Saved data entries

┌────────

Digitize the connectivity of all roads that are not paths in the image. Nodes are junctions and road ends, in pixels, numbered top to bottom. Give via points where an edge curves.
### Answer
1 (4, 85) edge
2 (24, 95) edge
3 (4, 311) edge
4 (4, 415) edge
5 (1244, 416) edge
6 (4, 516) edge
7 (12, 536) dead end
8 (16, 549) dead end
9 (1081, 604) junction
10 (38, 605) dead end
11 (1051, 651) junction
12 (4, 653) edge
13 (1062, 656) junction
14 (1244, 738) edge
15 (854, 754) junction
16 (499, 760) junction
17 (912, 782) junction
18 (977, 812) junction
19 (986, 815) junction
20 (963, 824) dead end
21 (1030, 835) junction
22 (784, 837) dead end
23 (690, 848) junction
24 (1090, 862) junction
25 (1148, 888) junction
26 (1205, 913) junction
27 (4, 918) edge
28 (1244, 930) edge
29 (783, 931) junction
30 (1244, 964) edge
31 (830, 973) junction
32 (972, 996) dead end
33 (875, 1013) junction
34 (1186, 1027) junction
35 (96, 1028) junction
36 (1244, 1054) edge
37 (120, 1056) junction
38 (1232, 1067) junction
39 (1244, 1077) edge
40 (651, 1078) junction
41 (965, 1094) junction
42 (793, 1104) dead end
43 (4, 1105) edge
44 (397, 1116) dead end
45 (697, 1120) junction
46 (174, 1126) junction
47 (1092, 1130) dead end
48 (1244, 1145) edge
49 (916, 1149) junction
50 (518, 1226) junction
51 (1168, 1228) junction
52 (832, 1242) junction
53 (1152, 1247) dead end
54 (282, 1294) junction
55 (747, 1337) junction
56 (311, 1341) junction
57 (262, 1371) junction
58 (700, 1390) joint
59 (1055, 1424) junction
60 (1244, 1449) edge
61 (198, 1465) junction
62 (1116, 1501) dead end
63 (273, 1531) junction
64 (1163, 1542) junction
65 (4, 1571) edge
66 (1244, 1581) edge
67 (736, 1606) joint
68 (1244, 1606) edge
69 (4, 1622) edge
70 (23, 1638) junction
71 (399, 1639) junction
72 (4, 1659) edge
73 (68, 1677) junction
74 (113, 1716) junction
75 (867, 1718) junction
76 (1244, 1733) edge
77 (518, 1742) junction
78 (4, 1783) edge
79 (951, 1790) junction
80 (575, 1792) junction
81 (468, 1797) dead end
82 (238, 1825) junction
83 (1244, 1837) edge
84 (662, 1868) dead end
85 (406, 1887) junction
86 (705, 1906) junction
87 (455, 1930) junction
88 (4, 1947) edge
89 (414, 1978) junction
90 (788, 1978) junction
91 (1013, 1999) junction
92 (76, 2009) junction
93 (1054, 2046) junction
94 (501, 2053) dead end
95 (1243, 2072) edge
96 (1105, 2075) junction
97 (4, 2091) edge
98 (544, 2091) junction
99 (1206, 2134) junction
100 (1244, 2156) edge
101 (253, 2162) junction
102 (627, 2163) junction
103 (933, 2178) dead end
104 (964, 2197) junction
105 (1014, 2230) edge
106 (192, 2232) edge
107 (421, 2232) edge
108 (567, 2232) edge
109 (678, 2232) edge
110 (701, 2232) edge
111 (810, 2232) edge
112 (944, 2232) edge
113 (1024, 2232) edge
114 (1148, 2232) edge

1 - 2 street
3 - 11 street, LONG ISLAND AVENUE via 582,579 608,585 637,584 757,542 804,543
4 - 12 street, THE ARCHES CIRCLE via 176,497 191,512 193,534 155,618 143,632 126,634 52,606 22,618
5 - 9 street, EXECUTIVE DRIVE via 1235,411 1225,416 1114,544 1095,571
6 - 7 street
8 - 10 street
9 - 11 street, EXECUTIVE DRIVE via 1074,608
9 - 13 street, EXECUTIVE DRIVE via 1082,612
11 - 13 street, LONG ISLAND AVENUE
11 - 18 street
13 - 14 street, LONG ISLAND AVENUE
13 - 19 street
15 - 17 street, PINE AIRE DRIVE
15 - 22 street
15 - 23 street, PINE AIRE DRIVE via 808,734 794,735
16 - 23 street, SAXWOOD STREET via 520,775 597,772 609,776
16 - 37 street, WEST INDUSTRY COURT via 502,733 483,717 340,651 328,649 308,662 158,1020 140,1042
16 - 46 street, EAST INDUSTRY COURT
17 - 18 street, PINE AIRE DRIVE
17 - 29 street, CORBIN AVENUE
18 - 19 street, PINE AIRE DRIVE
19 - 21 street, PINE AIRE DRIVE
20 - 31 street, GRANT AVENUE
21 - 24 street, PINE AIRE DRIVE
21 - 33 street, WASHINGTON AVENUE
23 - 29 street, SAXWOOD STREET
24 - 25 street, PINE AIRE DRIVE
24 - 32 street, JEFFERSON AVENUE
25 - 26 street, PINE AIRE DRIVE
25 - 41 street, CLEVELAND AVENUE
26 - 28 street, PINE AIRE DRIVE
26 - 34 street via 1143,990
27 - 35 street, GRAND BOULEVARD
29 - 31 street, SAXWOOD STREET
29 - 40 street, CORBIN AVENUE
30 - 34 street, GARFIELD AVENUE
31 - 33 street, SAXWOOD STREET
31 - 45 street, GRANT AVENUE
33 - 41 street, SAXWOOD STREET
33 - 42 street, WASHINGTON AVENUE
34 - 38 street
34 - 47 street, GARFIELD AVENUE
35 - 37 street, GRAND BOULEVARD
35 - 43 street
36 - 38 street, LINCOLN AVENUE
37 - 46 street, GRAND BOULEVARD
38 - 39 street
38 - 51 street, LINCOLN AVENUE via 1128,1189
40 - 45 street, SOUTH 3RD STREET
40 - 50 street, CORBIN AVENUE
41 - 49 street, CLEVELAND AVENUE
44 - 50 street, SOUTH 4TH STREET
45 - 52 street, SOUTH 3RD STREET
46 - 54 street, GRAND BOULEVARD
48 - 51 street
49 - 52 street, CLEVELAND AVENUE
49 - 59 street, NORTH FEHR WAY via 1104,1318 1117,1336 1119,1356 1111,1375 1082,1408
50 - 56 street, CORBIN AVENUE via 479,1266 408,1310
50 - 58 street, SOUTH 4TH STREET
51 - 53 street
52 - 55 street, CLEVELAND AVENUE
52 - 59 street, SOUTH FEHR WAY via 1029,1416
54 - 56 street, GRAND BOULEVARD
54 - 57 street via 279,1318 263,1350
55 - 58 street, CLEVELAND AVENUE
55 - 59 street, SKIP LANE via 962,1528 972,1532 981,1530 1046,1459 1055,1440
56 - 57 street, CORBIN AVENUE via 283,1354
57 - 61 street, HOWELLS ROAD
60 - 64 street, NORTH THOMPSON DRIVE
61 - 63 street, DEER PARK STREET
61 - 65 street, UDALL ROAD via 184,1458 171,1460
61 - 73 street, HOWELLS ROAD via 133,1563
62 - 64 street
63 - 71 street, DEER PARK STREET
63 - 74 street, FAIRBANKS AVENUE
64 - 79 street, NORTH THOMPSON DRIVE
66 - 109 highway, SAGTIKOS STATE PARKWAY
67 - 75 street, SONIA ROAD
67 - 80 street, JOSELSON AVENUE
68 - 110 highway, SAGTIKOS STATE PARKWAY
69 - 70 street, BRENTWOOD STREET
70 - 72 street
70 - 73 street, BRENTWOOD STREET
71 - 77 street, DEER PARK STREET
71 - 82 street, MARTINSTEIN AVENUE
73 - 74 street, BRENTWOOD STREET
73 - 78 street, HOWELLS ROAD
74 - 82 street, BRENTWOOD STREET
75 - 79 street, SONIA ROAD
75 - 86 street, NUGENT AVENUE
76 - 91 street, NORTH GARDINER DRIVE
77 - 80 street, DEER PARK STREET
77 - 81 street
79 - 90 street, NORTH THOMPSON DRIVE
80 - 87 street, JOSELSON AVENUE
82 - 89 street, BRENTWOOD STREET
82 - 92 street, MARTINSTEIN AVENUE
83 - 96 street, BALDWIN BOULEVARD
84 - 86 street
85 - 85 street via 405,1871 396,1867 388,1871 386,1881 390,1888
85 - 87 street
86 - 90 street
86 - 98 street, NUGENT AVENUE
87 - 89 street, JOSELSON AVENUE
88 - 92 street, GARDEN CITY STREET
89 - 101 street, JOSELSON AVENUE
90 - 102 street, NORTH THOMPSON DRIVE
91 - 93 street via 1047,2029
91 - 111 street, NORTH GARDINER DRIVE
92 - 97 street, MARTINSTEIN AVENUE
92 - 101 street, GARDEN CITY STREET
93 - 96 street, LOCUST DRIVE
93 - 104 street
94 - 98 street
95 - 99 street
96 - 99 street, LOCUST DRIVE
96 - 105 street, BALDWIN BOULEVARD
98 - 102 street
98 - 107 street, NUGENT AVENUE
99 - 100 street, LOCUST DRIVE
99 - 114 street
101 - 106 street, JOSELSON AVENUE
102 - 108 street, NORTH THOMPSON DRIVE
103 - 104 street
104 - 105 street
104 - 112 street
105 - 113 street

└────────

§ What you will do:
Every line of the entries above that holds "CORBIN" should be copied out.

§ Task answer:
17 - 29 street, CORBIN AVENUE
29 - 40 street, CORBIN AVENUE
40 - 50 street, CORBIN AVENUE
50 - 56 street, CORBIN AVENUE via 479,1266 408,1310
56 - 57 street, CORBIN AVENUE via 283,1354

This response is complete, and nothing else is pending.